Clinical Practice Improvement Activities

  • Clinical Practice Improvement Activities (CPIA) makes up 15% of the MIPS Composite Performance Score (CPS)
  • Submission mechanisms include: qualified registry, QCDR, EHR, and Part B Claims
  • MIPS eligible clinicians or groups choose from an inventory of over 90 proposed activities, each of which is categorized as high or medium
    • MIPS eligible clinicians must choose either 3 high (high activities = 20 points each) or 6 medium (medium activities = 10 points each) or a combination of high or medium that results in a score of 60 points in order to achieve the highest potential score for the category
      • Fewer activities would result in partial credit for the category
    • MIPS eligible clinicians in small groups (≤ 15 clinicians), in rural areas or geographic Health Professional shortage Areas (HPSAs), or non-patient-facing would only need to perform 2 CPIAs (either high or medium categorization) in order to receive full credit
  • Full category credit for those MIPS eligible clinicians in a certified patient-centered medical home
  • A minimum of half credit for those MIPS eligible clinicians who participate in any Alternate Payment Model (APM)
  • MIPS eligible clinicians or groups must perform an activity for at least 90 days during the performance period
  • For the 1st year of MIPS (2017), MIPS eligible clinicians or groups will designate a yes/no response for activities performed for the CPIA category

Advancing Care Information (formerly Meaningful Use, MU) 

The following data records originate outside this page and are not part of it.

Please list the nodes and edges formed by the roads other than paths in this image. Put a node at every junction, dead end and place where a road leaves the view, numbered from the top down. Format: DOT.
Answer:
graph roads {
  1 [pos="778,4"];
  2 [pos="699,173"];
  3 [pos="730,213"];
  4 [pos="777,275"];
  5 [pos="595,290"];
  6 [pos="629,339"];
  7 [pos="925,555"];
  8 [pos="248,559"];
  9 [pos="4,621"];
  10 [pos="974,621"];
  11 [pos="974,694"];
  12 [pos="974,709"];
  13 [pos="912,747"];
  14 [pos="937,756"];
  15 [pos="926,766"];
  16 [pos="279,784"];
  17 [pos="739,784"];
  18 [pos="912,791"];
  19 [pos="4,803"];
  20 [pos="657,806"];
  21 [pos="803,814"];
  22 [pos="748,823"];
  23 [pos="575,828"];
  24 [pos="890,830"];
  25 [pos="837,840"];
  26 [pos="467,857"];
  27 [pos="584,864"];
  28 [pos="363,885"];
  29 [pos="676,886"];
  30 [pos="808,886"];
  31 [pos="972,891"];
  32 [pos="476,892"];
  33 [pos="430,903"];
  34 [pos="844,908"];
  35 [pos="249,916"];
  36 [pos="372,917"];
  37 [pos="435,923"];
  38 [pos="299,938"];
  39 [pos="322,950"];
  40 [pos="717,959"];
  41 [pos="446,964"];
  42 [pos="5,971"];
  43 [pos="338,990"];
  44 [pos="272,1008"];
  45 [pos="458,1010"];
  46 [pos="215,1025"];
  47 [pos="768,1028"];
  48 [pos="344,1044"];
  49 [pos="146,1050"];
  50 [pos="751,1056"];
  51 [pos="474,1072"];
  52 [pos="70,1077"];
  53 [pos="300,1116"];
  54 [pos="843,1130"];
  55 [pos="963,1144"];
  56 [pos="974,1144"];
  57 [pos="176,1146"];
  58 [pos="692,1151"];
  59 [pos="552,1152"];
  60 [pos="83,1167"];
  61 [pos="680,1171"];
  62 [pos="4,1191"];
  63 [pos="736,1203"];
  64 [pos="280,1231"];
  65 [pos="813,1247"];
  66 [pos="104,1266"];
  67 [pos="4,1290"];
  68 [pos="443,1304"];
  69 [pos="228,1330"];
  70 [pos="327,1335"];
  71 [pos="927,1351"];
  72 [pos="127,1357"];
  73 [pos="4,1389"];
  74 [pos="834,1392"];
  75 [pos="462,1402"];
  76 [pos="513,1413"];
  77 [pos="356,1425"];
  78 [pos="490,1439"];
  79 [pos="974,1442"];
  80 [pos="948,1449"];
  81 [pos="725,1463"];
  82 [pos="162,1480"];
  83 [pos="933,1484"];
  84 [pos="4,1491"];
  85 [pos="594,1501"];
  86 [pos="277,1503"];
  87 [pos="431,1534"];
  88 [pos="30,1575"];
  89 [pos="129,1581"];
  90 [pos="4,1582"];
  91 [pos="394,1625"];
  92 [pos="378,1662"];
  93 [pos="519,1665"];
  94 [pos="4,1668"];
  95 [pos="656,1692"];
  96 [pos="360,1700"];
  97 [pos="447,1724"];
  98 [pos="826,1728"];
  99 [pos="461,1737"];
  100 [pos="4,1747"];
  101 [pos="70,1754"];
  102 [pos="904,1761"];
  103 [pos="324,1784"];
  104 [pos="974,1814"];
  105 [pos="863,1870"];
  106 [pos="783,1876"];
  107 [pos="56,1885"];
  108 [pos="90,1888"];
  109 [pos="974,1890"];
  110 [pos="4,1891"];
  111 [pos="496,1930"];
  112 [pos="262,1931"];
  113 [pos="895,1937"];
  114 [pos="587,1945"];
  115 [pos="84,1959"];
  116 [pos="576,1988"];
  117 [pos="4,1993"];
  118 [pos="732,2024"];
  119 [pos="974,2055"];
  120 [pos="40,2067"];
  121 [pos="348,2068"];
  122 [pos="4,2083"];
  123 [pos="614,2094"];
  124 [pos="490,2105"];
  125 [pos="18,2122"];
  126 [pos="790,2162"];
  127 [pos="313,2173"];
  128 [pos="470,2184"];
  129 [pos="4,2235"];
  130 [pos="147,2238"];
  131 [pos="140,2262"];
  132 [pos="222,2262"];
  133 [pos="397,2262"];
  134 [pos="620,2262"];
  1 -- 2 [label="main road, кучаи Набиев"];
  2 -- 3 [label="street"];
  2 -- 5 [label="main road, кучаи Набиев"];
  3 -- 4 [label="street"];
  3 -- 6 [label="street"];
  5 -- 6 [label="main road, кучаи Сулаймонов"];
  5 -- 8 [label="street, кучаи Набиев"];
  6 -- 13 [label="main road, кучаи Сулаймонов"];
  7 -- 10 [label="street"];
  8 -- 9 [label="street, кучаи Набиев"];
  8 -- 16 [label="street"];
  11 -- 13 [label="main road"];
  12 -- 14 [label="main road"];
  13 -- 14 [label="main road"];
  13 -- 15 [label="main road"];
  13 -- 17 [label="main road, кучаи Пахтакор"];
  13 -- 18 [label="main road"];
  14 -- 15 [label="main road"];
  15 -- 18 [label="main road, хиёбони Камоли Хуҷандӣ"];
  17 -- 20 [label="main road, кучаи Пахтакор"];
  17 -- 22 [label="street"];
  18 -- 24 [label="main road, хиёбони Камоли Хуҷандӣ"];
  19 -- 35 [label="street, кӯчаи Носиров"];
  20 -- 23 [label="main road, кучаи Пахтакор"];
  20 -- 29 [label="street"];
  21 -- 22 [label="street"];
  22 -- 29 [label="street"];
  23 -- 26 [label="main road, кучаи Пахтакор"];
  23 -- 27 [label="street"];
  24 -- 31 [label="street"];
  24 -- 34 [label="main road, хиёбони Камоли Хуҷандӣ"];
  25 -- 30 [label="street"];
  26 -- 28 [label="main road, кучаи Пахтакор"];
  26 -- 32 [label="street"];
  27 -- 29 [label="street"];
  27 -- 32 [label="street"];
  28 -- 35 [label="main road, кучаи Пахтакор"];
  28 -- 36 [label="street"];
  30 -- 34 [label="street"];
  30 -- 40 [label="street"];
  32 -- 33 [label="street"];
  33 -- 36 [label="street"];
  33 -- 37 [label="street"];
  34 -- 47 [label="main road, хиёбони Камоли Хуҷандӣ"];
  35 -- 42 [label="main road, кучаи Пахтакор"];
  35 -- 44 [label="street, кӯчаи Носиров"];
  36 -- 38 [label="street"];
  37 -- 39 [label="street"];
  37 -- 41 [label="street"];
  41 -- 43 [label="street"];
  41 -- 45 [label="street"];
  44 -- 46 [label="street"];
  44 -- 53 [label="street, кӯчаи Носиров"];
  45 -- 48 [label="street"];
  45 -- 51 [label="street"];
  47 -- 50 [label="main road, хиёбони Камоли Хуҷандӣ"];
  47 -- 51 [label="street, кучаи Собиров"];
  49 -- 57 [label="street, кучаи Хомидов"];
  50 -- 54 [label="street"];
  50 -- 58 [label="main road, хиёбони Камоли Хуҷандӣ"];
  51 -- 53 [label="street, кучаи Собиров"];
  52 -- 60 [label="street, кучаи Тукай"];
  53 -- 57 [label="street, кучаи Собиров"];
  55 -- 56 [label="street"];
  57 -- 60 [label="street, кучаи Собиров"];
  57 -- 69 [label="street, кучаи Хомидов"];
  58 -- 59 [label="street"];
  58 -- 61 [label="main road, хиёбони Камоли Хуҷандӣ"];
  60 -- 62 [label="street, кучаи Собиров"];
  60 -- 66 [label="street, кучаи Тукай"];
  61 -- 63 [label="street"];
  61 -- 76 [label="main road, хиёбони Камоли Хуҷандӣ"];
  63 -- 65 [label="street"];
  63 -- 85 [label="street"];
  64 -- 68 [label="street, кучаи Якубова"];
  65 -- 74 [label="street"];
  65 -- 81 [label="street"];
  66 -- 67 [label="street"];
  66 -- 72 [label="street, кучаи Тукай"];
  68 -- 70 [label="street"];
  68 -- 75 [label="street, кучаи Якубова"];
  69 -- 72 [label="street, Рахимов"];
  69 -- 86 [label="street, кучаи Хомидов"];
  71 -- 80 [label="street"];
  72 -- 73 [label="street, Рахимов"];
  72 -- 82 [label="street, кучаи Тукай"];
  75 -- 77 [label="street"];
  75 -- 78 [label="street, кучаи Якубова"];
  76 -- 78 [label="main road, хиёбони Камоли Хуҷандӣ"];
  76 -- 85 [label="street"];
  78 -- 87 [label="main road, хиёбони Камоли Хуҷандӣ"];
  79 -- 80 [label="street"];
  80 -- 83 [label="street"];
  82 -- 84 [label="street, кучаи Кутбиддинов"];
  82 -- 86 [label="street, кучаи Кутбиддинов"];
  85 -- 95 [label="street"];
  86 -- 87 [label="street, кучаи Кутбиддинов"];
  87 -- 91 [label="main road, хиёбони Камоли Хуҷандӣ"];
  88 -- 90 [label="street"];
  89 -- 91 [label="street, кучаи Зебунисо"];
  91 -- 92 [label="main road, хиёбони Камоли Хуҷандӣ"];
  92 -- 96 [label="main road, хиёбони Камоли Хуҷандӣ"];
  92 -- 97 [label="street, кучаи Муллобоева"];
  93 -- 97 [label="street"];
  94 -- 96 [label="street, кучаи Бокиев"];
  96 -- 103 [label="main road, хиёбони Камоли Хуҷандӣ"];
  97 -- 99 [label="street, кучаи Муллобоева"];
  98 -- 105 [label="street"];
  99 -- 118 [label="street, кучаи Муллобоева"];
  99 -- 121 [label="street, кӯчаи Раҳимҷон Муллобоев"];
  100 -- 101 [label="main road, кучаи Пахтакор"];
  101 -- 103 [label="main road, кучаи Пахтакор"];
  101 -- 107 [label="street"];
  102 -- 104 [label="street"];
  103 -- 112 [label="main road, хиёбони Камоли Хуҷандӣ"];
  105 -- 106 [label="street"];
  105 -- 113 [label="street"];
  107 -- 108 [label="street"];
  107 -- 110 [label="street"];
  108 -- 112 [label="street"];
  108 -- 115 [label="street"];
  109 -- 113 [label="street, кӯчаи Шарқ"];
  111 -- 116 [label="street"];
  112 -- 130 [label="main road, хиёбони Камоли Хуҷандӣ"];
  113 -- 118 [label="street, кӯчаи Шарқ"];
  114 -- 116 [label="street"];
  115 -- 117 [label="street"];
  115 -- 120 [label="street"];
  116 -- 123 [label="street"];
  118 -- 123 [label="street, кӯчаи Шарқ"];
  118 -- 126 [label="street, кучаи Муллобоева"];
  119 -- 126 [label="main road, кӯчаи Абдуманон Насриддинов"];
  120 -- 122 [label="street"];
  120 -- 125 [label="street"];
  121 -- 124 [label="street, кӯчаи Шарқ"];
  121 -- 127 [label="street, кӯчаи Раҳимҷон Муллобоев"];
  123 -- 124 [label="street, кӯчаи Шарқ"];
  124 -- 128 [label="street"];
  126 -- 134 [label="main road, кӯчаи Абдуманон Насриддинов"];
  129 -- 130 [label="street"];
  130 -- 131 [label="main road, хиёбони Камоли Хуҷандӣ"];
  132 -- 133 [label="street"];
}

  • Advancing Care Information (ACI) makes up 25% of the MIPS Composite Performance Score (CPS)
  • Submission mechanisms include: qualified registry, QCDR, EHR, Attestation, and Part B Claims
  • Scoring for the ACI category will be comprised of a score for participation and reporting, which is the “base score” and a score for performance, which is the “performance score”. There is also a 1 point bonus for public health reporting beyond the 1 required immunization registry reporting measure
    • To earn points for the base score, MIPS eligible clinicians or groups must report the numerator and denominator for measures that are based on measures adopted by the MU Stage 3 in 2015 final rule to account for the 50% score available for the base score
      • There is a primary and an alternate methodology to reporting on the Advancing Care Information objectives and measures for the base score
      • There is also a modified approach to reporting the ACI objectives for those practices that will still be on 2014 certified EHR technology (CEHRT) in 2017
    • To earn points for the performance score, MIPS eligible clinicians or groups can earn points by reporting on the measures under the following objectives: Patient Electronic Access, Coordination of Care through Patient Engagement, and Health Information Exchange
      • The 8 measures under those 3 objectives would each have the potential of earning 10 points
  • It is proposed to reweight the ACI category to zero for NPs, PAs, CRNAs, Clinical Nurse Specialists and for certain hospital-based clinicians for the 1st year of MIPS
  • It is also proposed that the following hardships would result in a reweighting of the ACI category to zero
    • Insufficient Internet Connectivity – if unsurmountable barriers exist, the MIPS eligible clinician or group must submit application for category reweighting
    • Extreme and Uncontrolled Circumstances – the MIPS eligible clinician or group must submit application for category reweighting
    • Lack of control over availability of CEHRT – the MIPS eligible clinician or group must submit application for category reweighting
    • Lack of face-to-face patient interaction – Non-patient-facing MIPS eligible clinicians would automatically have their ACI category reweighted to zero

MIPS Composite Performance Score (CPS) 

  • The MIPS CPS will be compared to the MIPS performance threshold to determine the adjustment percentage the MIPS eligible clinician or group will receive
  • A CPS below the performance threshold will yield a negative payment adjustment down to – 4%
  • A CPS at or above the performance threshold will receive an upward payment adjustment of 0 to 12% for the 2017 performance period.